____ Entries supplied

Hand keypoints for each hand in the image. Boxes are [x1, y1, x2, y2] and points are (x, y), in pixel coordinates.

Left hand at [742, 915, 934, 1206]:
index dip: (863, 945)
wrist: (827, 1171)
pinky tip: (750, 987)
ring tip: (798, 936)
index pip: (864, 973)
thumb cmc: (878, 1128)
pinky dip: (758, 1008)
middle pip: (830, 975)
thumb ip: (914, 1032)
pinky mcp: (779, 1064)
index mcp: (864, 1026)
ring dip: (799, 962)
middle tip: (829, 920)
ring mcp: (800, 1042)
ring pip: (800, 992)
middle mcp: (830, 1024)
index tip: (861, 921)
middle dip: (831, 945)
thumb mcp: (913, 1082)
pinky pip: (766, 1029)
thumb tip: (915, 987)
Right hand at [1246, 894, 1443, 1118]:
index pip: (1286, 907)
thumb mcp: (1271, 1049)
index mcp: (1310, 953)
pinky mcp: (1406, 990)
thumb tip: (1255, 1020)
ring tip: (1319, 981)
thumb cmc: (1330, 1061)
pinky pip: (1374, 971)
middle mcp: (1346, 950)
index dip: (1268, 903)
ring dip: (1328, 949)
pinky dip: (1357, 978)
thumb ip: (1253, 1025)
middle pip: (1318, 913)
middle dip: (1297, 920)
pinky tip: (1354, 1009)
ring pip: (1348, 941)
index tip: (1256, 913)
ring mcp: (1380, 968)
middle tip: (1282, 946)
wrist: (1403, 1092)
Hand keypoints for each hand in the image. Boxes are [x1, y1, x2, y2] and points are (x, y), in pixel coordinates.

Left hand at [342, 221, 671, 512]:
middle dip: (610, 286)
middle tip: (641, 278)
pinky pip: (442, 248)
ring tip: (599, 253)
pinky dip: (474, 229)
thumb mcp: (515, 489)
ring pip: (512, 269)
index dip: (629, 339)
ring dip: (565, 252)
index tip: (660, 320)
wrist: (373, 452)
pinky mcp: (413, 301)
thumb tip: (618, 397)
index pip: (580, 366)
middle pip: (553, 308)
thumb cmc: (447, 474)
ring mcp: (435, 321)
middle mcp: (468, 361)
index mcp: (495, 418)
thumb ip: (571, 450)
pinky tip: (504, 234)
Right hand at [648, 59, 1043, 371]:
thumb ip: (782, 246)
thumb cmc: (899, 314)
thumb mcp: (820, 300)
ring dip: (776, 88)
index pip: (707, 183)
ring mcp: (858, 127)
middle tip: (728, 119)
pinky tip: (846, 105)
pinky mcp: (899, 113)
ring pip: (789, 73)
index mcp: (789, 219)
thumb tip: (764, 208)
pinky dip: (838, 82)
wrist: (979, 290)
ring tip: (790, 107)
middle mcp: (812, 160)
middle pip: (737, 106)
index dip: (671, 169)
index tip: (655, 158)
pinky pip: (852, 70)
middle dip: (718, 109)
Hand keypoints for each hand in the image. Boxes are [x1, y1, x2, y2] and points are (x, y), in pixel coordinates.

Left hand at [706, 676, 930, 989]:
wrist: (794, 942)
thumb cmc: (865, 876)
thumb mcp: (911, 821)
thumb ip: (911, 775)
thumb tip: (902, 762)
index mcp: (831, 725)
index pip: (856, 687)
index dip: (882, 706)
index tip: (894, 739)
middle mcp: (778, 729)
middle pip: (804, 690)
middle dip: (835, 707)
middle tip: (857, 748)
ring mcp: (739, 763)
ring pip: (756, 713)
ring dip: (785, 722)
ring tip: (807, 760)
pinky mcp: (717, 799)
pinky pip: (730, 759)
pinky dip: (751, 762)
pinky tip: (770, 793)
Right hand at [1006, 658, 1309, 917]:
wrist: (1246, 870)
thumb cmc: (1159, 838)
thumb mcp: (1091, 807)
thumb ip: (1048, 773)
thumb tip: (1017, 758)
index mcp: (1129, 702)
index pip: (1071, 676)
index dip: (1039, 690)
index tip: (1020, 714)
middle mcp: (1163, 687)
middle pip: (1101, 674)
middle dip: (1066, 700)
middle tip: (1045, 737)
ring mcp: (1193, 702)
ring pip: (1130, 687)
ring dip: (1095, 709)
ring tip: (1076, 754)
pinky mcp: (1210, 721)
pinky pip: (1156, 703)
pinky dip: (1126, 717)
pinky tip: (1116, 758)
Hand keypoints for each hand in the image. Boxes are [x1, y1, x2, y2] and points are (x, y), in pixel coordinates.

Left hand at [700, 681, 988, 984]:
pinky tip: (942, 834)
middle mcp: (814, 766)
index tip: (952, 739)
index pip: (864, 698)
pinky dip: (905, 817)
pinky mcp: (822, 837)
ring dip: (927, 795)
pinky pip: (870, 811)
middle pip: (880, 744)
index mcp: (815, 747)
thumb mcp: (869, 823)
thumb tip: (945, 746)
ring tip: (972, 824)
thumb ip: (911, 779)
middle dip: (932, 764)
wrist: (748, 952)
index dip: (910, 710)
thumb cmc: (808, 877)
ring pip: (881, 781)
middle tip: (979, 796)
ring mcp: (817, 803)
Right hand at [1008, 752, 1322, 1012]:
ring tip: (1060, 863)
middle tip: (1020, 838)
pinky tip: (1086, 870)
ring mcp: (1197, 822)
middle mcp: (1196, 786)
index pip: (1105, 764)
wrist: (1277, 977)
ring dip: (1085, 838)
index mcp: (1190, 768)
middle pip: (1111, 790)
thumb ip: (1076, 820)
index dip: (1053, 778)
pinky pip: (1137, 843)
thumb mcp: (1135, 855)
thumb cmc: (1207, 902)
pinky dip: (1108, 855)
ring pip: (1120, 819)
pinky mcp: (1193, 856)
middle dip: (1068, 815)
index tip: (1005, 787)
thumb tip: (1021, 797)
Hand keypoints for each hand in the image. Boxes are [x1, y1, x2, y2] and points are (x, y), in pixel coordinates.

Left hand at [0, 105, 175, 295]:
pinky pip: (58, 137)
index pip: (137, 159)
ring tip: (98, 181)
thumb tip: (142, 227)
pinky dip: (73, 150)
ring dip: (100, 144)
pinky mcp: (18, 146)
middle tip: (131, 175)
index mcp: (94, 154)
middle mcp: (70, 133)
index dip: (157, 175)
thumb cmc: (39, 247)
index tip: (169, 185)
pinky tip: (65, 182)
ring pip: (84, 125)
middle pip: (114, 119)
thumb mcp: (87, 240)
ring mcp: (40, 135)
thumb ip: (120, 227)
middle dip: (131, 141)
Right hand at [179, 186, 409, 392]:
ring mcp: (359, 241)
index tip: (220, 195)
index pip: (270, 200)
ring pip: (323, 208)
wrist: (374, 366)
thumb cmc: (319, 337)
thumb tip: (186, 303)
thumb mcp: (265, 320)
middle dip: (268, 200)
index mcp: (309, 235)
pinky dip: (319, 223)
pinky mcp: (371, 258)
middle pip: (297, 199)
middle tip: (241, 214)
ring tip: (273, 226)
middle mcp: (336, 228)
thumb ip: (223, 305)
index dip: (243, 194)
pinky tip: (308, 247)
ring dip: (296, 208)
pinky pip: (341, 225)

________

■ **About this task**: Repeat exactly the lines above, starting with the first line of the records and finishing with the line holding "pinky mcp: (1406, 990)". Add no other line.

■ **Output of the exercise**:
Hand keypoints for each hand in the image. Boxes are [x1, y1, x2, y2] and points are (x, y), in pixel coordinates.

Left hand at [742, 915, 934, 1206]:
index dip: (863, 945)
wrist: (827, 1171)
pinky tip: (750, 987)
ring tip: (798, 936)
index pip: (864, 973)
thumb cmc: (878, 1128)
pinky dip: (758, 1008)
middle pip: (830, 975)
thumb ip: (914, 1032)
pinky mcp: (779, 1064)
index mcp: (864, 1026)
ring dip: (799, 962)
middle tip: (829, 920)
ring mcp: (800, 1042)
ring pip: (800, 992)
middle mcp: (830, 1024)
index tip: (861, 921)
middle dip: (831, 945)
thumb mcp: (913, 1082)
pinky pip: (766, 1029)
thumb tip: (915, 987)
Right hand at [1246, 894, 1443, 1118]:
index pip: (1286, 907)
thumb mcp: (1271, 1049)
index mcp: (1310, 953)
pinky mcp: (1406, 990)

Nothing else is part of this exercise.